» **Your instructions**: Could you return each entry below exactly as written, minus any pictures?

Start of Data section

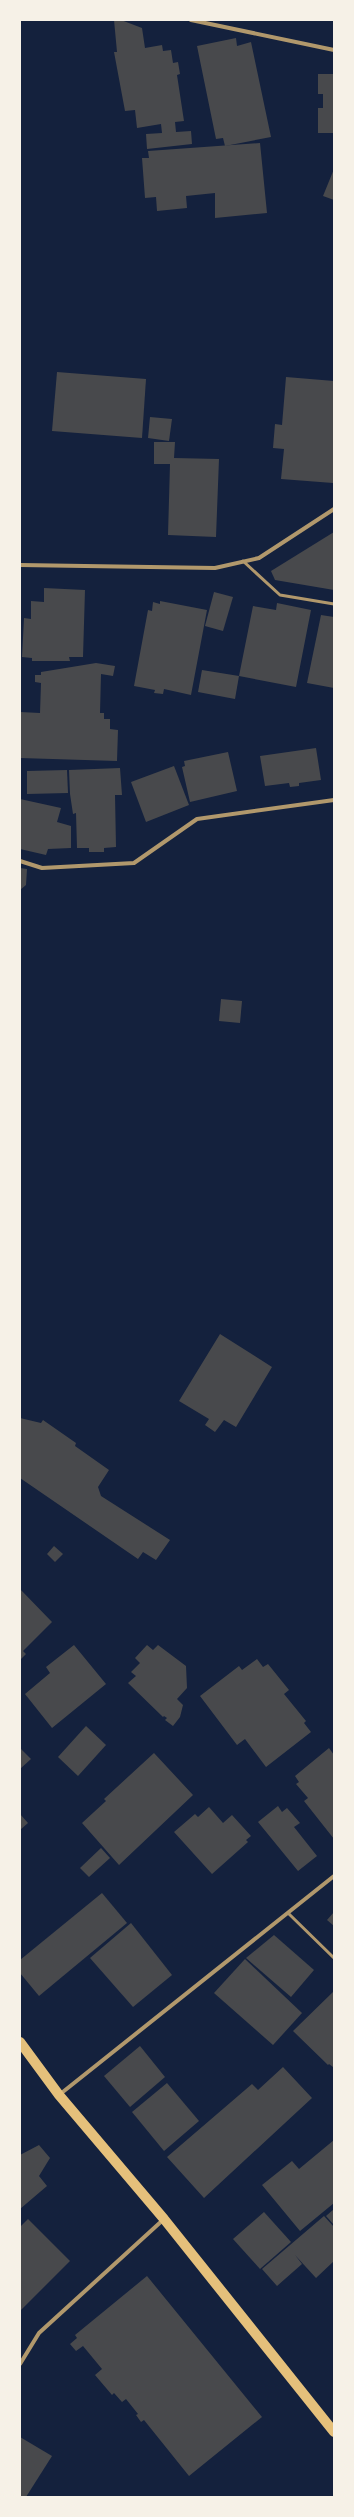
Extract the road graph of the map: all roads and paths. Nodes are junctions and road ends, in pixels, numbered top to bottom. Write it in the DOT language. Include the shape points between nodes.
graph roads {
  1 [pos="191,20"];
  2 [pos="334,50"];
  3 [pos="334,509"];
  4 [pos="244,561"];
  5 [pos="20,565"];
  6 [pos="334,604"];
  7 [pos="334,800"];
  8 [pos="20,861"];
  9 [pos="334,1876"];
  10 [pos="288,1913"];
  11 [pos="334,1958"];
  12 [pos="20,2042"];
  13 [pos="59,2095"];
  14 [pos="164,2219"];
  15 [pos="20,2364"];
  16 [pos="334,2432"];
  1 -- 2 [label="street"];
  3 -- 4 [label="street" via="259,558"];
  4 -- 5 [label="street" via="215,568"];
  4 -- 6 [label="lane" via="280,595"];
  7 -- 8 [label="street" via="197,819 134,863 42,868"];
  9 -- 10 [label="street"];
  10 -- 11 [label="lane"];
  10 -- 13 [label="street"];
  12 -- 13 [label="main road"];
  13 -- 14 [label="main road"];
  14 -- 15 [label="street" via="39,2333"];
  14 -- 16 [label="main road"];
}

End of Data section

» **Final answer**:
Extract the road graph of the map: all roads and paths. Nodes are junctions and road ends, in pixels, numbered top to bottom. Write it in the DOT language. Include the shape points between nodes.
graph roads {
  1 [pos="191,20"];
  2 [pos="334,50"];
  3 [pos="334,509"];
  4 [pos="244,561"];
  5 [pos="20,565"];
  6 [pos="334,604"];
  7 [pos="334,800"];
  8 [pos="20,861"];
  9 [pos="334,1876"];
  10 [pos="288,1913"];
  11 [pos="334,1958"];
  12 [pos="20,2042"];
  13 [pos="59,2095"];
  14 [pos="164,2219"];
  15 [pos="20,2364"];
  16 [pos="334,2432"];
  1 -- 2 [label="street"];
  3 -- 4 [label="street" via="259,558"];
  4 -- 5 [label="street" via="215,568"];
  4 -- 6 [label="lane" via="280,595"];
  7 -- 8 [label="street" via="197,819 134,863 42,868"];
  9 -- 10 [label="street"];
  10 -- 11 [label="lane"];
  10 -- 13 [label="street"];
  12 -- 13 [label="main road"];
  13 -- 14 [label="main road"];
  14 -- 15 [label="street" via="39,2333"];
  14 -- 16 [label="main road"];
}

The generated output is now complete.